= ACTIVITY =
Give back the full listing, exactly as it is.

-------

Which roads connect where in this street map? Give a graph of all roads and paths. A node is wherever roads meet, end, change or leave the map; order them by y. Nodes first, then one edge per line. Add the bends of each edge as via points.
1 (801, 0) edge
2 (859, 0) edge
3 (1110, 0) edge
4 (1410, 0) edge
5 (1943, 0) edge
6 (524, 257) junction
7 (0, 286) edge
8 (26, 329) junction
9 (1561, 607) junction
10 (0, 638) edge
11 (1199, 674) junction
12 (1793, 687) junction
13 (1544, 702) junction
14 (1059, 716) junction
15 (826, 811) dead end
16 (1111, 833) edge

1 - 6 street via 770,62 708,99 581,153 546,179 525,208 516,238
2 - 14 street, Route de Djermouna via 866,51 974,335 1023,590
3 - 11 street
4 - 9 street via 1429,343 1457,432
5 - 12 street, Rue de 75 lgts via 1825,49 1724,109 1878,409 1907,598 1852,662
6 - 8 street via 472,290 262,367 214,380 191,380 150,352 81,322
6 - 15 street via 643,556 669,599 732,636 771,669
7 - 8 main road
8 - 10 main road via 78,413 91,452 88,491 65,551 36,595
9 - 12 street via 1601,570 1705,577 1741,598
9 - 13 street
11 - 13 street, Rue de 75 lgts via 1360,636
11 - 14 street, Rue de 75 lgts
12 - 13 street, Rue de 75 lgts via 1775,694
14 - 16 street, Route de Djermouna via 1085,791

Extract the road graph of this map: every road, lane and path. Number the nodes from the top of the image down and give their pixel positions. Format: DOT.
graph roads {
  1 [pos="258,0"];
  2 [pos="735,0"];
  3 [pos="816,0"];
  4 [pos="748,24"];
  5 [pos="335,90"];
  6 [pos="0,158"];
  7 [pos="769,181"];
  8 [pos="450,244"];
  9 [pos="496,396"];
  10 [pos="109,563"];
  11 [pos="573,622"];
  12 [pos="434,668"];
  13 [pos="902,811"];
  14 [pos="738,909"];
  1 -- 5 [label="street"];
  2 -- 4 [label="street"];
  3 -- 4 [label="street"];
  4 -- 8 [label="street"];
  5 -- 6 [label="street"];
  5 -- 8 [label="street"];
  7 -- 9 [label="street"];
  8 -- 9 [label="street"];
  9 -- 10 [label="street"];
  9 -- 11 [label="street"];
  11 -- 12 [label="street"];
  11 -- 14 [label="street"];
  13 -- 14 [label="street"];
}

-------

= EXERCISE OUTPUT =
Which roads connect where in this street map? Give a graph of all roads and paths. A node is wherever roads meet, end, change or leave the map; order them by y. Nodes first, then one edge per line. Add the bends of each edge as via points.
1 (801, 0) edge
2 (859, 0) edge
3 (1110, 0) edge
4 (1410, 0) edge
5 (1943, 0) edge
6 (524, 257) junction
7 (0, 286) edge
8 (26, 329) junction
9 (1561, 607) junction
10 (0, 638) edge
11 (1199, 674) junction
12 (1793, 687) junction
13 (1544, 702) junction
14 (1059, 716) junction
15 (826, 811) dead end
16 (1111, 833) edge

1 - 6 street via 770,62 708,99 581,153 546,179 525,208 516,238
2 - 14 street, Route de Djermouna via 866,51 974,335 1023,590
3 - 11 street
4 - 9 street via 1429,343 1457,432
5 - 12 street, Rue de 75 lgts via 1825,49 1724,109 1878,409 1907,598 1852,662
6 - 8 street via 472,290 262,367 214,380 191,380 150,352 81,322
6 - 15 street via 643,556 669,599 732,636 771,669
7 - 8 main road
8 - 10 main road via 78,413 91,452 88,491 65,551 36,595
9 - 12 street via 1601,570 1705,577 1741,598
9 - 13 street
11 - 13 street, Rue de 75 lgts via 1360,636
11 - 14 street, Rue de 75 lgts
12 - 13 street, Rue de 75 lgts via 1775,694
14 - 16 street, Route de Djermouna via 1085,791

Extract the road graph of this map: every road, lane and path. Number the nodes from the top of the image down and give their pixel positions. Format: DOT.
graph roads {
  1 [pos="258,0"];
  2 [pos="735,0"];
  3 [pos="816,0"];
  4 [pos="748,24"];
  5 [pos="335,90"];
  6 [pos="0,158"];
  7 [pos="769,181"];
  8 [pos="450,244"];
  9 [pos="496,396"];
  10 [pos="109,563"];
  11 [pos="573,622"];
  12 [pos="434,668"];
  13 [pos="902,811"];
  14 [pos="738,909"];
  1 -- 5 [label="street"];
  2 -- 4 [label="street"];
  3 -- 4 [label="street"];
  4 -- 8 [label="street"];
  5 -- 6 [label="street"];
  5 -- 8 [label="street"];
  7 -- 9 [label="street"];
  8 -- 9 [label="street"];
  9 -- 10 [label="street"];
  9 -- 11 [label="street"];
  11 -- 12 [label="street"];
  11 -- 14 [label="street"];
  13 -- 14 [label="street"];
}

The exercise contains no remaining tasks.